Insbesondere jüngere Frauen und Mädchen unter 19 Jahren sind besonders anfällig für Kreuzbandverletzungen. Laut den Experten erklärt sich das höhere Risiko durch eine Kombination von anatomischen, hormonellen und biomechanischen Faktoren. Bei den vergangenen Frauen Fußball-Weltmeisterschaften wurde sogar von einer „Kreuzbandriss-Plage“ gesprochen, die einige Spielerinnen an einer Teilnahme hinderte. Ein Beispiel für den Ernst der Lage ist, dass eine Rückkehr zum aktiven Spielen in der Regel mehrere Monate in Anspruch nimmt – im Profifußball mindestens 7-8 Monate, im Freizeitsport sogar bis zu einem Jahr.

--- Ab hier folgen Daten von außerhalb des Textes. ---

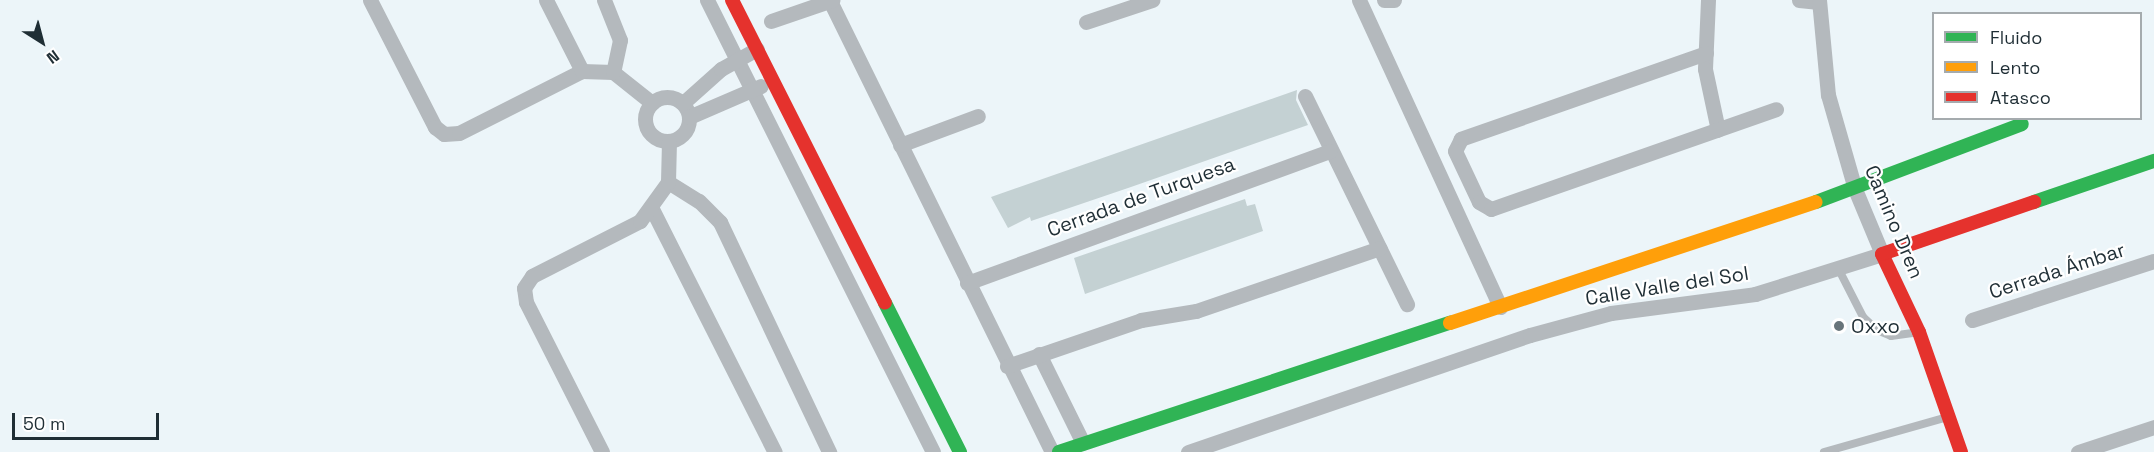 <!DOCTYPE html>
<html>
<head>
<meta charset="utf-8">
<style>
  body { margin:0 }
  #map { position:relative; width:2154px; height:452px; overflow:hidden; background:#ecf5f9; font-family:"Space Grotesk",sans-serif }
  div>[style] { position:absolute }
  [style*='--x'] { left:calc(var(--x)*1px); top:calc(var(--y)*1px); width:calc(var(--w)*1px); rotate:calc(var(--a)*1deg) }
  .building>* { inset:0; background:#c4d1d3 }
  .lane>* { height:8px; margin:-4px; padding:0 4px; transform-origin:4px; border-radius:4px; background:#b4b9bd }
  .street>* { height:15px; margin:-7.5px; padding:0 7.5px; transform-origin:7.5px; border-radius:7.5px; background:#b4b9bd }
  .street>.ring { margin:-7.5px; padding:0; box-sizing:content-box; background:none; border:15px solid #b4b9bd; border-radius:50% }
  .fast>* { height:14px; margin:-7px; padding:0 7px; transform-origin:7px; border-radius:7px; background:#30b455 }
  .slow>* { height:14px; margin:-7px; padding:0 7px; transform-origin:7px; border-radius:7px; background:#ff9f0a }
  .jam>* { height:14px; margin:-7px; padding:0 7px; transform-origin:7px; border-radius:7px; background:#e5322d }
  .dots>* { width:16px; height:16px; translate:-50% -50%; box-sizing:border-box; border:3px solid #fff; border-radius:50% }
  span { translate:-50% -50%; white-space:nowrap; text-align:center; line-height:1.15; -webkit-text-stroke:4.5px #fff; paint-order:stroke }
  .street-label { font-size:20px; color:#1f2e35 }
  .poi-label { font-size:20px; color:#1f2e35 }
  .left { translate:0 -50%; text-align:left }
  .legend { position:absolute; left:1932px; top:12px; width:210px; height:108px; box-sizing:border-box; background:#fff; border:2px solid #a5abae; margin:0; padding:8px 10px; list-style:none; font-size:18px; color:#1f2e35 }
  .legend li { display:flex; align-items:center; gap:12px; height:30px }
  .legend b { width:30px; border:2px solid #a5abae }
  .north { position:absolute; left:12px; top:12px; width:60px; height:60px; -webkit-text-stroke:4px #fff; paint-order:stroke; rotate:144deg; font-size:16px; font-weight:700; line-height:24px; text-align:center; color:#1f2e35 }
  .north::after { content:''; display:block; margin:auto; width:21px; height:27px; background:#1f2e35; clip-path:polygon(50% 0,100% 100%,50% 72%,0 100%) }
  .scale { position:absolute; left:12px; top:413px; width:147px; height:27px; box-sizing:border-box; border:3px solid #1f2e35; border-top:0; padding-left:8px; font-size:18px; line-height:21px; white-space:nowrap; color:#1f2e35; -webkit-text-stroke:4px #fff; paint-order:stroke }
</style>
</head>
<body>
<div id="map">
  <div class="building">
    <div style="clip-path:polygon(1297px 90px,1296px 100px,1308px 125px,1131px 187px,1031px 221px,1030px 217px,1008px 228px,991px 197px)"></div>
    <div style="clip-path:polygon(1245px 199px,1247px 206px,1255px 204px,1263px 231px,1085px 294px,1074px 258px)"></div>
  </div>
  <div class="lane">
    <div style="--x:1839;--y:270;--w:53;--a:62.9"></div>
    <div style="--x:1863;--y:317;--w:19;--a:43"></div>
    <div style="--x:1877;--y:330;--w:15;--a:23"></div>
    <div style="--x:1891;--y:336;--w:27;--a:-8"></div>
    <div style="--x:1824;--y:452;--w:129;--a:-15.8"></div>
  </div>
  <div class="street">
    <div style="--x:370;--y:0;--w:143;--a:62.9"></div>
    <div style="--x:435;--y:127;--w:11;--a:38"></div>
    <div style="--x:444;--y:134;--w:15;--a:-4"></div>
    <div style="--x:459;--y:133;--w:138;--a:-26.8"></div>
    <div style="--x:582;--y:71;--w:31;--a:2"></div>
    <div style="--x:613;--y:72;--w:50;--a:38.5"></div>
    <div style="--x:546;--y:0;--w:80;--a:63.1"></div>
    <div style="--x:604;--y:0;--w:43;--a:68.2"></div>
    <div style="--x:620;--y:40;--w:33;--a:102"></div>
    <div style="--x:707;--y:0;--w:505;--a:63.43"></div>
    <div style="--x:1359;--y:0;--w:338;--a:65.3"></div>
    <div style="--x:1384;--y:0;--w:10;--a:0"></div>
    <div style="--x:1708;--y:0;--w:69;--a:92.5"></div>
    <div style="--x:1705;--y:69;--w:62;--a:78"></div>
    <div style="--x:1799;--y:0;--w:20;--a:6"></div>
    <div style="--x:830;--y:1;--w:503;--a:63.79"></div>
    <div style="--x:771;--y:21;--w:65;--a:-19"></div>
    <div style="--x:1086;--y:22;--w:70;--a:-18.4"></div>
    <div style="--x:1706;--y:53;--w:260;--a:160.7"></div>
    <div style="--x:1461;--y:139;--w:13;--a:117"></div>
    <div style="--x:1455;--y:151;--w:56;--a:64.8"></div>
    <div style="--x:1479;--y:202;--w:14;--a:30"></div>
    <div style="--x:1491;--y:209;--w:302;--a:-19.3"></div>
    <div style="--x:1305;--y:96;--w:232;--a:63.9"></div>
    <div class="ring" style="left:645px;top:97px;width:29px;height:29px"></div>
    <div style="--x:683;--y:103;--w:51;--a:-41.8"></div>
    <div style="--x:721;--y:69;--w:41;--a:-29.1"></div>
    <div style="--x:689;--y:117;--w:78;--a:-23.3"></div>
    <div style="--x:900;--y:145;--w:83;--a:-20.4"></div>
    <div style="--x:668;--y:182;--w:36;--a:32"></div>
    <div style="--x:699;--y:201;--w:30;--a:45"></div>
    <div style="--x:720;--y:222;--w:255;--a:64.6"></div>
    <div style="--x:652;--y:209;--w:272;--a:63.2"></div>
    <div style="--x:967;--y:283;--w:386;--a:-20"></div>
    <div style="--x:1972;--y:320;--w:191;--a:-18"></div>
    <div style="--x:1039;--y:354;--w:99;--a:63.7"></div>
    <div style="--x:1007;--y:366;--w:142;--a:-18.9"></div>
    <div style="--x:1141;--y:320;--w:56;--a:-9.3"></div>
    <div style="--x:1196;--y:311;--w:194;--a:-18.9"></div>
    <div style="--x:602;--y:452;--w:168;--a:-116.9"></div>
    <div style="--x:526;--y:302;--w:14;--a:-98"></div>
    <div style="--x:524;--y:288;--w:14;--a:-56"></div>
    <div style="--x:532;--y:276;--w:121;--a:-27"></div>
    <div style="--x:640;--y:221;--w:48;--a:-54.3"></div>
    <div style="--x:668;--y:182;--w:41;--a:-88.6"></div>
    <div style="--x:1188;--y:452;--w:361;--a:-18.9"></div>
    <div style="--x:1530;--y:335;--w:84;--a:-15.2"></div>
    <div style="--x:1611;--y:313;--w:145;--a:-7.5"></div>
    <div style="--x:1755;--y:294;--w:133;--a:-17.5"></div>
    <div style="--x:1882;--y:254;--w:70;--a:-112.6"></div>
    <div style="--x:1855;--y:189;--w:98;--a:-106"></div>
    <div style="--x:1828;--y:95;--w:95;--a:-95.4"></div>
    <div style="--x:2078;--y:452;--w:80;--a:-18.2"></div>
  </div>
  <div class="fast">
    <div style="--x:1816;--y:202;--w:220;--a:-20.7"></div>
    <div style="--x:2034;--y:202;--w:127;--a:-18.9"></div>
    <div style="--x:885;--y:303;--w:167;--a:63.3"></div>
    <div style="--x:1059;--y:452;--w:412;--a:-18.3"></div>
  </div>
  <div class="slow">
    <div style="--x:1450;--y:323;--w:385;--a:-18.3"></div>
  </div>
  <div class="jam">
    <div style="--x:732;--y:0;--w:339;--a:63.2"></div>
    <div style="--x:1961;--y:452;--w:127;--a:-109.3"></div>
    <div style="--x:1919;--y:332;--w:86;--a:-115.4"></div>
    <div style="--x:1882;--y:254;--w:161;--a:-18.9"></div>
  </div>
  <div class="dots">
    <div style="left:1839px;top:326px;background:#67747a"></div>
  </div>
  <div class="street-label">
    <span style="left:1141px;top:197px;rotate:-20deg">Cerrada de Turquesa</span>
    <span style="left:1894px;top:222px;rotate:67deg">Camino Dren</span>
    <span style="left:2057px;top:271px;rotate:-18deg">Cerrada Ámbar</span>
    <span style="left:1667px;top:286px;rotate:-9deg">Calle Valle del Sol</span>
  </div>
  <div class="poi-label">
    <span class="left" style="left:1851px;top:326px">Oxxo</span>
  </div>
  <ul class="legend">
  <li><b style="height:8px;background:#30b455"></b>Fluido</li>
  <li><b style="height:8px;background:#ff9f0a"></b>Lento</li>
  <li><b style="height:8px;background:#e5322d"></b>Atasco</li>
  </ul>
  <div class="north">N</div>
  <div class="scale">50 m</div>
</div>
</body>
</html>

Für Thomas Waap war die Rückkehr aufs Spielfeld ein wichtiger Schritt in seiner Laufbahn. Die Emotionen nach dem Spiel und die Unterstützung seines Teams zeigen, wie wichtig der Zusammenhalt im Sport ist. Denn trotz der Verletzungsrisiken und Schicksalsschläge, stellt der Sport für viele Akteure nach wie vor einen zentralen Lebensinhalt dar. Es bleibt zu hoffen, dass mit steigender Sensibilisierung für präventive Maßnahmen, viele Sportlerinnen und Sportler solche Verletzungen in Zukunft vermeiden können.